Les avantages de ce changement profond sont évidents: il élargit l’accès à l’éducation, aux divertissements et aux possibilités offertes par le numérique. Mais les risques sont également plus grands.
Les enfants exposés à des technologies intégrées et invisibles
À l’échelle mondiale, 1 enfant sur 3 signale avoir fait l’objet de harcèlement en ligne. En 2020, 33 % des filles et 20 % des garçons en Europe déclaraient être confrontés en ligne à du contenu dérangeant au moins une fois par mois. Dans certaines régions d’Afrique et d’Asie, des recherches récentes montrent qu’entre 1 et 20 % des enfants ont été victimes d’au moins un fait d’exploitation ou d’abus sexuel en ligne entre 2020 et 2021.
Les enfants sont également de plus en plus exposés à des technologies intégrées et invisibles, comme des algorithmes, des systèmes d’analyse prédictive et même des traceurs de localisation, ce qui peut constituer une violation de leur droit à la vie privée, et même pire.
Étonnamment, malgré l’omniprésence des technologies numériques, des millions d’enfants n’ont toujours pas accès aux avantages de l’internet.
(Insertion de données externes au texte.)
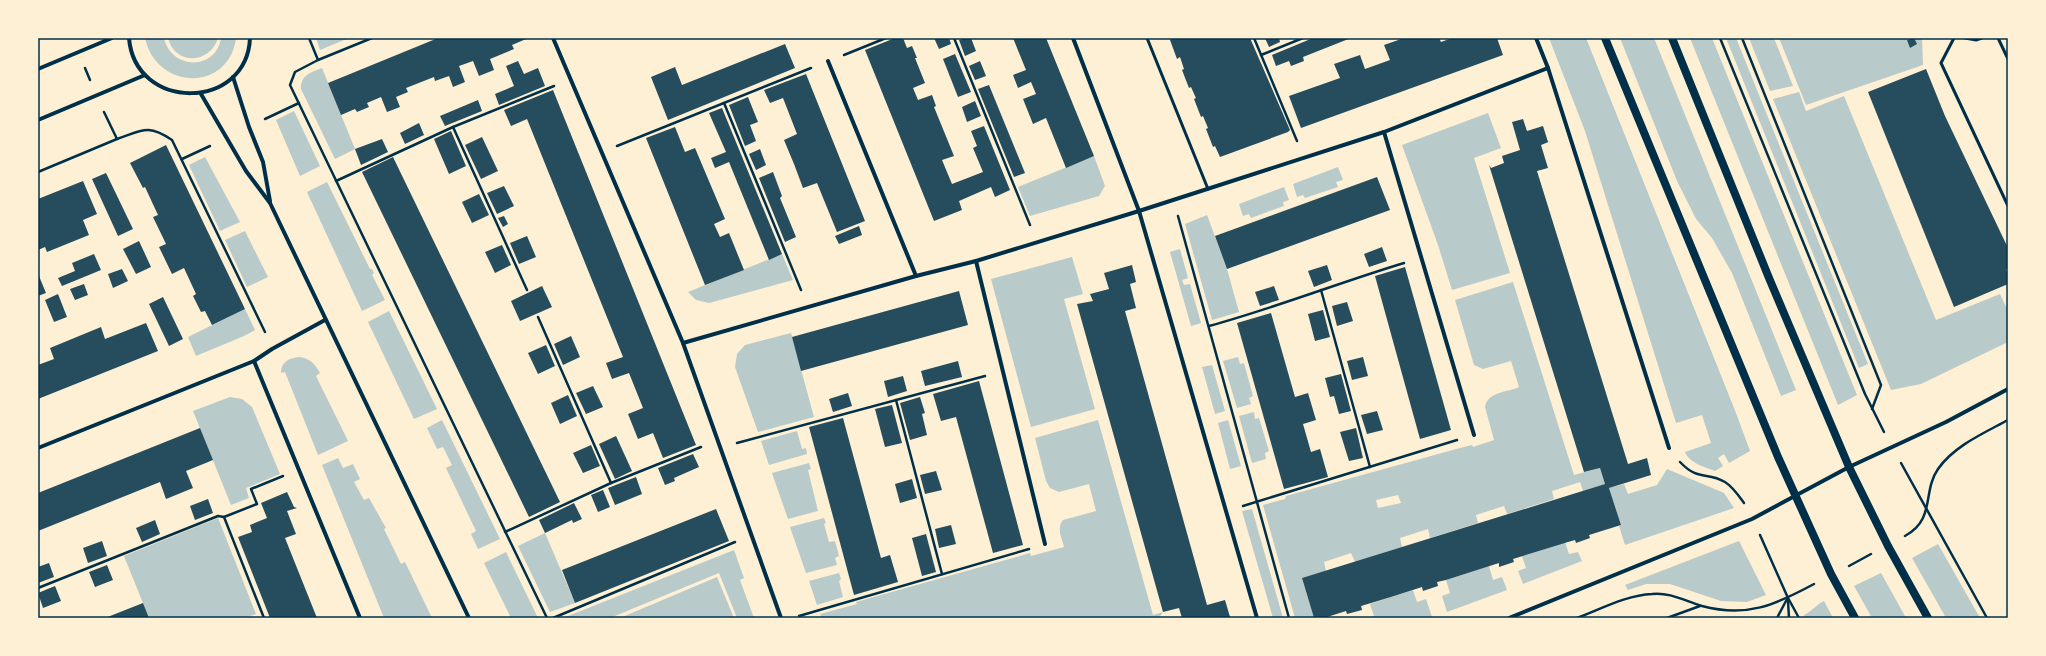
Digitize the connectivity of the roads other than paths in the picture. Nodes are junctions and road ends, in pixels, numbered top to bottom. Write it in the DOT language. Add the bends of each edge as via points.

Dans une économie de plus en plus numérique, les conséquences de ce fossé s’aggraveront également si nous ne prenons pas de mesures pour y remédier dès à présent.
Amélioration de l’accès à l’apprentissage numérique
Qui qu’il soit et d’où qu’il vienne, chaque enfant jouit du même droit à la sécurité et à l’inclusion. Et tous les enfants doivent pouvoir s’épanouir dans un environnement numérique dans lequel ces droits sont respectés et protégés. Il s’agit là d’un élément central de la proposition de la Commission européenne relative à une déclaration sur les droits et principes numériques européens, présentée en début d’année.
L’adoption récente par l’UE du paquet législatif sur les services numériques constitue également une étape importante à cet égard. L’obligation faite aux plateformes numériques d’appliquer des critères stricts pour protéger les mineurs en ligne et l’interdiction de la publicité et des contenus algorithmiques potentiellement préjudiciables qui ciblent les enfants contribueront à créer un espace numérique plus sûr.
La nouvelle stratégie pour un internet mieux adapté aux enfants, volet numérique de la stratégie de l’UE sur les droits de l’enfant, contribuera également à faire en sorte que chaque enfant en Europe soit protégé, rendu autonome et respecté lorsqu’il est en ligne. Dans le cadre de cette stratégie, la Commission européenne lance le développement d’un code de conduite pour l’élaboration adaptée à l’âge de produits et services numériques et elle associera les enfants au processus de développement. Elle promouvra également des outils efficaces de vérification de l’âge et aidera les pays à échanger des bonnes pratiques en matière d’éducation aux médias.
La protection des enfants en ligne et l’amélioration de leur accès à l’apprentissage numérique et à d’autres possibilités sont également au cœur des travaux de l’UNICEF dans le monde entier, qu’il s’agisse de nouer des partenariats avec les gouvernements pour élaborer des politiques et des cadres juridiques tels que celui de l’UE, de soutenir les ministères de l’éducation pour promouvoir la culture numérique des enfants et les compétences en matière de sécurité en ligne ou de travailler main dans la main avec les chefs de file du secteur pour trouver des solutions innovantes qui préservent la sécurité des enfants en ligne.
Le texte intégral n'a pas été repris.